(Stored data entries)
_ _ _
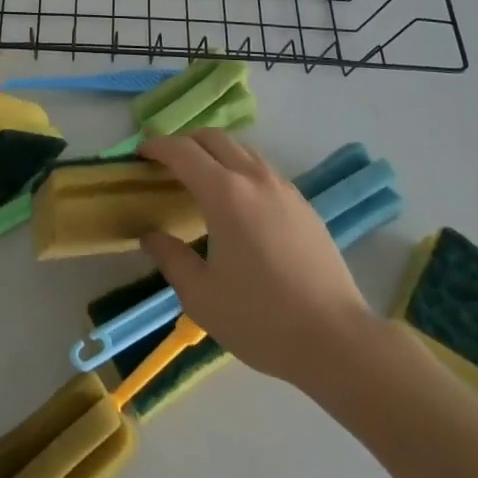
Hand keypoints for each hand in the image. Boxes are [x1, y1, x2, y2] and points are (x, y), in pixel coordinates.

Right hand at [138, 130, 373, 386]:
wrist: (337, 339)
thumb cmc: (262, 319)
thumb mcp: (203, 297)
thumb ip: (171, 259)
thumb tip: (151, 236)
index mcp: (225, 194)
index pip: (183, 152)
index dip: (157, 147)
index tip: (141, 154)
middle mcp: (254, 178)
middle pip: (213, 138)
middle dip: (185, 142)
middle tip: (166, 163)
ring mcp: (283, 188)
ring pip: (242, 149)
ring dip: (215, 152)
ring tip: (200, 178)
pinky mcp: (303, 204)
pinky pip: (262, 169)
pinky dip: (239, 169)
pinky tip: (238, 202)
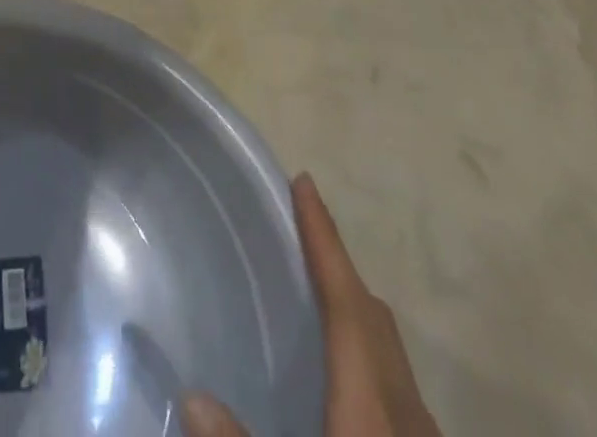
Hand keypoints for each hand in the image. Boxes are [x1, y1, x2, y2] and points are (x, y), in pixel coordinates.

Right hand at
_ _ _
Work request => Please reproduce each entry above word for word and keep the pictures out of the copy.

Response box =>
Hand keypoints for each hand in the image. Boxes are [x1, y1, x2, y2] and points are (x, y), in pixel coordinates.

Right hand at [138, 130, 373, 386]:
wrist: (337, 339)
thumb cmc: (262, 319)
thumb mcp: (203, 297)
thumb ip: (171, 259)
thumb tip: (151, 236)
index mcp: (225, 194)
index pip: (183, 152)
index dip: (157, 147)
index tip: (141, 154)
middle mcp: (254, 178)
middle pip: (213, 138)
middle dip: (185, 142)
middle tip: (166, 163)
ring mcp: (283, 188)
ring pip: (242, 149)
ring dip: (215, 152)
ring tip: (200, 178)
pinky mcp: (303, 204)
pinky pip: (262, 169)
pinky dip: (239, 169)
pinky tip: (238, 202)
Hand keypoints for each hand in the image. Boxes are [x1, y1, x2, y2] and points are (x, y), in pixel coordinates.

Right hand at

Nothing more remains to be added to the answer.